Beyond Price
Hey team. The S&P 500 scored record closing highs on Friday, boosted by financial stocks after banks reported strong quarterly results.
Let’s recap last week’s market activity and discuss all the market nuances we analysed and shared with our subscribers.
Impact Snapshot
Retail Sales - Thursday
Unemployment Claims - Thursday
Key Earnings: C 0.00%↑, GS 0.00%↑ , BAC 0.00%↑ , NFLX 0.00%↑, MS 0.00%↑
Macro Viewpoint
The S&P 500 reached record-high closes on Friday, driven by a surge in financial stocks as banks posted strong quarterly earnings.
Additionally, the latest inflation data raised hopes for a potential Federal Reserve interest rate cut in November.
The Q3 earnings season kicked off with better-than-expected results from companies like JPMorgan and Wells Fargo. Investors viewed this positively for upcoming results from other companies.
With the US presidential election just weeks away, investors will be paying attention to corporate leaders discussing economic and trade policy risks and other political matters.
The Labor Department reported that wholesale prices remained unchanged in September, indicating a continued decrease in inflation.
Next week’s earnings calendar includes several major companies, while the economic calendar is expected to have less impact compared to last week.
Why Value Matters
Experienced traders understand and incorporate context into their decision-making and have long stopped believing that price is the market's most important indicator.

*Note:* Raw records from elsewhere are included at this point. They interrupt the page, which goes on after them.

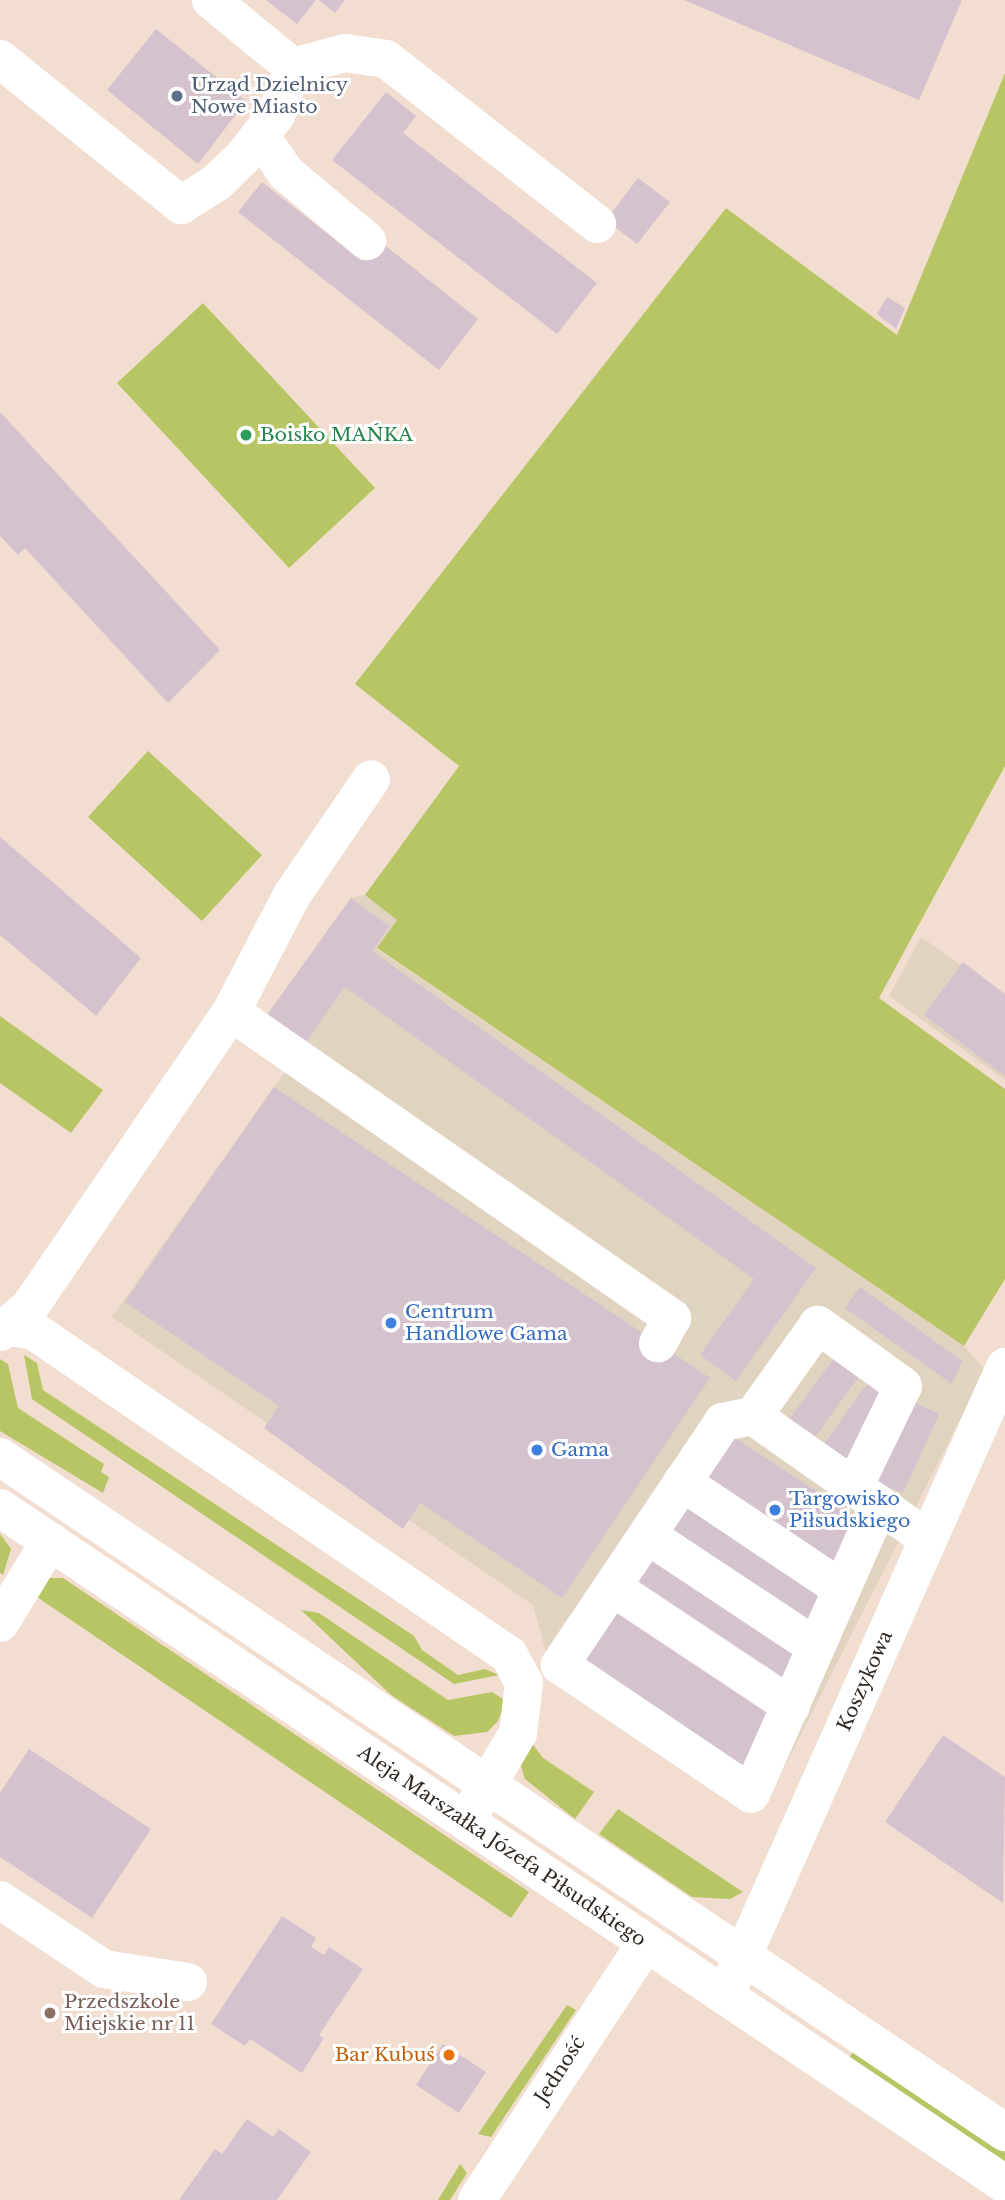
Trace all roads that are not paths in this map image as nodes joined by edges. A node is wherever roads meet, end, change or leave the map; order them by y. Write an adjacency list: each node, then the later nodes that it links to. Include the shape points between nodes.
1 (211, 0): 3 (street)
2 (0, 59): 4 (street, via 181,205 216,183)
3 (293, 67): 4 (street, via 276,115); 5 (street, via 345,53 386,59)
4 (260, 135): 6 (street, via 286,173)
5 (597, 224)
6 (367, 241)
7 (371, 779): 8 (street, via 292,895)
8 (231, 1012): 9 (street, via 29,1308); 10 (street, via 672,1318)
9 (3, 1329): 25 (street, via 34,1331 509,1655 524,1683 526,1701 518,1733)
10 (658, 1343)
11 (1005, 1367): 18 (street, Koszykowa)
12 (752, 1416): 14 (street, via 723,1422); 15 (street); 15 (street, via 818,1325 903,1386)
13 (0, 1457): 25 (street)
14 (682, 1482): 17 (street); 21 (street)
15 (867, 1496): 18 (street); 21 (street)
16 (0, 1508): 19 (street, Aleja Marszałka Józefa Piłsudskiego)
17 (647, 1535): 20 (street); 23 (street)
18 (928, 1539): 29 (street, Koszykowa)
19 (50, 1541): 22 (street); 26 (street, Aleja Marszałka Józefa Piłsudskiego)
20 (612, 1587): 24 (street); 24 (street, via 559,1665 751,1794)
21 (842, 1589): 23 (street)
22 (0, 1623)
23 (816, 1647): 24 (street)
24 (791, 1706)
25 (488, 1786): 26 (street); 29 (street)
26 (465, 1820): 28 (street, Aleja Marszałka Józefa Piłsudskiego)
27 (0, 1900): 30 (street, via 104,1969)
28 (646, 1943): 31 (street, Aleja Marszałka Józefa Piłsudskiego); 34 (street, Jedność)
29 (743, 1957): 31 (street, Koszykowa); 32 (street)
30 (188, 1982)
31 (724, 1995): 33 (street, Aleja Marszałka Józefa Piłsudskiego)
32 (1005, 2132)
33 (1005, 2184)
34 (477, 2200)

We’re sharing these prior session deep dives with our subscribers daily to shed light on what we’re looking at before the market opens, often hours before any 'news' could have come out.
Yet, despite the 'bearish' or 'bullish' sentiment of these news, we still focus on the exact same thing: the charts. The charts tell us what is really going on, as opposed to relying on fundamental data.
Following Thursday’s CPI and unemployment rate data, our comments prior to the US session open were about value and how the market, leading up to that day, had overlapping value to the upside.
Despite the release of these 'bad numbers,' there was no acceptance below value. A great amount of traders on that day were trapped short on that move lower, blindly following price and news headlines.
No matter what you think — like how the CPI numbers were bad, combined with a high unemployment rate that could potentially lead to stagflation — guess what?
Value is not supporting your beliefs and you’re probably gonna lose money if you attempt to mix your long-term investment bias with day-trading.
Very often, new retail traders search for negative headlines to explain why things are bad or why the day turned negative, and they try to pile onto that direction.
We are short-term traders, and we trade based on what the market is communicating through the charts—not on 'negative numbers' or what some fundamentalist said on CNBC this morning.
Our market preparation includes assessing whether the market is trending or balancing, focusing on where value is being built, identifying any upcoming catalysts that could affect the perception of that value, determining whether the overnight is long or short, thus anticipating potential corrections, and much more.